Adriana Tremoulet, Clinician: Dr. Adriana Tremoulet is the associate director of the Kawasaki Disease Research Center at UC San Diego. In this role, she cares for nearly 1,500 children with Kawasaki disease in San Diego County and an additional 90 children a year hospitalized at Rady Children's Hospital-San Diego . In 2013, Dr. Tremoulet was appointed as the associate director of clinical research at Rady Children's. She is also the site principal investigator for the National Institute of Child Health and Human Development-funded Pediatric Trials Network and Research Program in Developmental Pharmacology at UC San Diego. Dr. Tremoulet has led Phase I through III clinical trials, including a Food and Drug Administration Orphan Products grant-funded Phase III clinical trial on the use of infliximab as adjunctive primary therapy in Kawasaki disease.

 

pSCANNER Team

Jane Burns, Clinician: Principal Investigator on the PCORI funded study: A Stakeholder-Driven Comparative Effectiveness Study of Treatments to Prevent Coronary Artery Damage in Patients with Resistant Kawasaki Disease.

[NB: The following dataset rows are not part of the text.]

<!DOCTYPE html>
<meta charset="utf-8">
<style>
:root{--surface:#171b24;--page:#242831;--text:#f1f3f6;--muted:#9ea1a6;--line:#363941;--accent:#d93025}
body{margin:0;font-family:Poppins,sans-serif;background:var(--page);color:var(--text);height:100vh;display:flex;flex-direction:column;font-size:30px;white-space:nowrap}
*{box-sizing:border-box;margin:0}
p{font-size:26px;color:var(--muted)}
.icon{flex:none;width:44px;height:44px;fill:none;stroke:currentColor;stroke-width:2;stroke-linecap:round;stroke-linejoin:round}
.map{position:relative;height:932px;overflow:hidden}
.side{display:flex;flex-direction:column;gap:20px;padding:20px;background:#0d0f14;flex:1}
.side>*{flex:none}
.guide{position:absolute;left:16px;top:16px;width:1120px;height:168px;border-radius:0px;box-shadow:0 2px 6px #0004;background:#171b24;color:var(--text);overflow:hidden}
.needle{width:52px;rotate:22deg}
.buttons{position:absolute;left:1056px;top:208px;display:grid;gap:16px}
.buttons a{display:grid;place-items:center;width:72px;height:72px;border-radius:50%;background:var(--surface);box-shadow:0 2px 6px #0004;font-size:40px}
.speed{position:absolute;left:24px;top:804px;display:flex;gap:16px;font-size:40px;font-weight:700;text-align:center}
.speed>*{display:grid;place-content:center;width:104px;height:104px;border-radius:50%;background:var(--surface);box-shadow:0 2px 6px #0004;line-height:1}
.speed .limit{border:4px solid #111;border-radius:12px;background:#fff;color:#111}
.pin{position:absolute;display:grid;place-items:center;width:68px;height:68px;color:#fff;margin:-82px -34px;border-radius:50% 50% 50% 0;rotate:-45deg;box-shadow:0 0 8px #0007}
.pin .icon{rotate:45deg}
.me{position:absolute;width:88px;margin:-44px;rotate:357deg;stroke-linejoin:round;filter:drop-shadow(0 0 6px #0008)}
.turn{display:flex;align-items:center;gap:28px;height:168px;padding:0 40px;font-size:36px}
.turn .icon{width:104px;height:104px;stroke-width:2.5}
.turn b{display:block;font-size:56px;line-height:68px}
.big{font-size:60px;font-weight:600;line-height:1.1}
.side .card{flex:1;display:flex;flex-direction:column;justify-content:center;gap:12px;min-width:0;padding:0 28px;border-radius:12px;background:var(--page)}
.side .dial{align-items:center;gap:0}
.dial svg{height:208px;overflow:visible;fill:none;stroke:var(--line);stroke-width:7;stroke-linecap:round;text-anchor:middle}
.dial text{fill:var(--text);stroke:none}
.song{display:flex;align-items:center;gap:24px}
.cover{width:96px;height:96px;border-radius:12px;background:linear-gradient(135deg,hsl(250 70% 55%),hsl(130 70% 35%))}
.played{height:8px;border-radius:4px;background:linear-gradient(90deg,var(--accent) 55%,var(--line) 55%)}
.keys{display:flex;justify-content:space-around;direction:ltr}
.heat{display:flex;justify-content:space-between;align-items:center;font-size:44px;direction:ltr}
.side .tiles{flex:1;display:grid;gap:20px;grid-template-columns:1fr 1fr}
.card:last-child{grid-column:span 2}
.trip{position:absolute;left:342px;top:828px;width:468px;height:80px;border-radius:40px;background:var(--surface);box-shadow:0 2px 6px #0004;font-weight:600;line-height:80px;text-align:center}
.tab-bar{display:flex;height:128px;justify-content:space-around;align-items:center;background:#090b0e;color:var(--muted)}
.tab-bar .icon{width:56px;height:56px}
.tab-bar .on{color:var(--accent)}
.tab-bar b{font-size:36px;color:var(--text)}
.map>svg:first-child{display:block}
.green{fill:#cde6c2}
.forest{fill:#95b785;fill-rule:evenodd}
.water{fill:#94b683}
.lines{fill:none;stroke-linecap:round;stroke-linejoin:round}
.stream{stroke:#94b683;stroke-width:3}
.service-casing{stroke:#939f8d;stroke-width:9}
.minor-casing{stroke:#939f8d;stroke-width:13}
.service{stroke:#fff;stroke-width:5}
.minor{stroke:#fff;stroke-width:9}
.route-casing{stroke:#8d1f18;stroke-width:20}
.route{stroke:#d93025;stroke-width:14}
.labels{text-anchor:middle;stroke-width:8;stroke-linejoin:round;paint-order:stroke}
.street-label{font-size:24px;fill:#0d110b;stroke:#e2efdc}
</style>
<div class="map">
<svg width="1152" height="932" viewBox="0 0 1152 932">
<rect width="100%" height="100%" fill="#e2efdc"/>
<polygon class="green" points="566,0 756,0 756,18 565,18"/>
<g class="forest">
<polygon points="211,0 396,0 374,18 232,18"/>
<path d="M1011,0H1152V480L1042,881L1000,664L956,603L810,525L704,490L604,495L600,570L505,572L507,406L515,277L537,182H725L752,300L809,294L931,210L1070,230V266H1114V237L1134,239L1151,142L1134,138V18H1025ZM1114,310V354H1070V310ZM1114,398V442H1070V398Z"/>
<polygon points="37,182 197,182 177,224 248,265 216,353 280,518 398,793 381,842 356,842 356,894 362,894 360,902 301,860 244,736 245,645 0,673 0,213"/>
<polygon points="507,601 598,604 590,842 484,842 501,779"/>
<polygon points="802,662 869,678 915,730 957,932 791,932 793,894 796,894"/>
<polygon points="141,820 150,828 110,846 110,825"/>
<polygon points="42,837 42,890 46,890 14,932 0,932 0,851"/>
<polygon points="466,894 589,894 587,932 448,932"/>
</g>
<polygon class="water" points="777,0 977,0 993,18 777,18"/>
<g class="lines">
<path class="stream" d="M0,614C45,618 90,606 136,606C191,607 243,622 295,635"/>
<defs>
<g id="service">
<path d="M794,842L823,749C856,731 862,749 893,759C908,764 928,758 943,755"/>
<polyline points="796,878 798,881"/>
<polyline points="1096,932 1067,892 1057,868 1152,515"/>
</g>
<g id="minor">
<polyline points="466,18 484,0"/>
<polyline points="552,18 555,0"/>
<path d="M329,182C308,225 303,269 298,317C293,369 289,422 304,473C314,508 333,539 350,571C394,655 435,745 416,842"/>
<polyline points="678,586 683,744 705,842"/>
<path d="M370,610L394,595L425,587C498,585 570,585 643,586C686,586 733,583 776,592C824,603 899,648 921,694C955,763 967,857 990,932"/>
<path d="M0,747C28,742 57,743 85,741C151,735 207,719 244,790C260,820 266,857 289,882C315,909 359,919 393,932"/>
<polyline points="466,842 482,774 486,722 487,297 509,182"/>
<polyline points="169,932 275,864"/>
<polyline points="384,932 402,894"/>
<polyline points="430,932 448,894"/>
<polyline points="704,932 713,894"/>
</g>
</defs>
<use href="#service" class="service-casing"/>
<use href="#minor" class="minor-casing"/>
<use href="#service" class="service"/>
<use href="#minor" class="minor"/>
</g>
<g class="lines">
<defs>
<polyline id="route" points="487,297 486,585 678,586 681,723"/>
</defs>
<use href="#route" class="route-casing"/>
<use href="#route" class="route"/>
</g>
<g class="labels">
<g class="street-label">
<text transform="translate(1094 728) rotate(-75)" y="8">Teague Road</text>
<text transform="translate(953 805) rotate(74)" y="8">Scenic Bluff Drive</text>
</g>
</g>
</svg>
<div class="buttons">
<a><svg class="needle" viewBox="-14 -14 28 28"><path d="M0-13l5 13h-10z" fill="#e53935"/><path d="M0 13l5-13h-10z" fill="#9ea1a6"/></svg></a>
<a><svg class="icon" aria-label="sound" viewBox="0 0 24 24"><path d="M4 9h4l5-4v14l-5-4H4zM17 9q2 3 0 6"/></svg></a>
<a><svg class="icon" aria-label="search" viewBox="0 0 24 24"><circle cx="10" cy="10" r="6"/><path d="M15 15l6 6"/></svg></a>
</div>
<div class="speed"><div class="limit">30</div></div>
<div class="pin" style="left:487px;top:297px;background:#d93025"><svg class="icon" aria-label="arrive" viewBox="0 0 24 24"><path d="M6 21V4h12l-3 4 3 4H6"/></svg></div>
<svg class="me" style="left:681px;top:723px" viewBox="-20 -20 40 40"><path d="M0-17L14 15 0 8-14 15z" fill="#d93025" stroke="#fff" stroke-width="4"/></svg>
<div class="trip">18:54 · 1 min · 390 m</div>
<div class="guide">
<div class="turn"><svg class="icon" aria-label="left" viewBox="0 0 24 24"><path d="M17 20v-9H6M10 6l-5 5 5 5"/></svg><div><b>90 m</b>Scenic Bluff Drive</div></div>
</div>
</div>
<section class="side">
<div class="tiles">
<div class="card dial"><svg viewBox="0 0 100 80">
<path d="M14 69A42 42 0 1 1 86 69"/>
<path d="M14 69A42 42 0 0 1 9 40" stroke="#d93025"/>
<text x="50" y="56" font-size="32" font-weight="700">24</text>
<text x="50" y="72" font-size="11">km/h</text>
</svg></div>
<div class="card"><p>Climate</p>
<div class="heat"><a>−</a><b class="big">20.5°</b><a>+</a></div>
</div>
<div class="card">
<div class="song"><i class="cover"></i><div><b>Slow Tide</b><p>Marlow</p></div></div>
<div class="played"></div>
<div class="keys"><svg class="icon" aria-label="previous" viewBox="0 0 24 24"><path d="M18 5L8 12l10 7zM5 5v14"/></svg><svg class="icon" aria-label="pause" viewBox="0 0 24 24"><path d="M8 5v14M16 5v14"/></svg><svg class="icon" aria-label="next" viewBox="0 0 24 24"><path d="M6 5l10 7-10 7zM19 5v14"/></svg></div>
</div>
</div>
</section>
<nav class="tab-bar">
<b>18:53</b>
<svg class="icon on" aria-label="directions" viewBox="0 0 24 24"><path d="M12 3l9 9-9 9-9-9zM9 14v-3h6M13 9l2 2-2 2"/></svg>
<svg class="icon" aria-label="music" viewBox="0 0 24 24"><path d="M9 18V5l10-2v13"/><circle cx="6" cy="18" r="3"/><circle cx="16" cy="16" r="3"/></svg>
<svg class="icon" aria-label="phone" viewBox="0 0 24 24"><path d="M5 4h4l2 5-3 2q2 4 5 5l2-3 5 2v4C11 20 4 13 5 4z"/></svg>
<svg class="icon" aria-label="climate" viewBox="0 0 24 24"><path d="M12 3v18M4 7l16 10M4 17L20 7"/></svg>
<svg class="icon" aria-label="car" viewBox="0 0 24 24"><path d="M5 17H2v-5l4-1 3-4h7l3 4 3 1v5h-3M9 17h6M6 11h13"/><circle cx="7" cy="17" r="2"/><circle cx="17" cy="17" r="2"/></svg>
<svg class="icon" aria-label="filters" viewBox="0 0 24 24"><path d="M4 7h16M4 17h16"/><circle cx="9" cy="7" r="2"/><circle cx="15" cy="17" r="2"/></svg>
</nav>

Katherine Kim, Engagement Principal Investigator:  Dr. Kim is an Assistant Professor at UC Davis, Betty Irene Moore School of Nursing. Her research centers on the role of technology in consumer and patient engagement in health and technology-enabled care models with a particular focus in mobile Health (mHealth) and social networks, distributed research networks (DRNs) and health information exchange (HIE).

Kate Marie, UC Davis Project Manager:  Ms. Marie is the Research Manager for the UC Davis Center for Health and Technology providing management and oversight for technology-enabled health programs.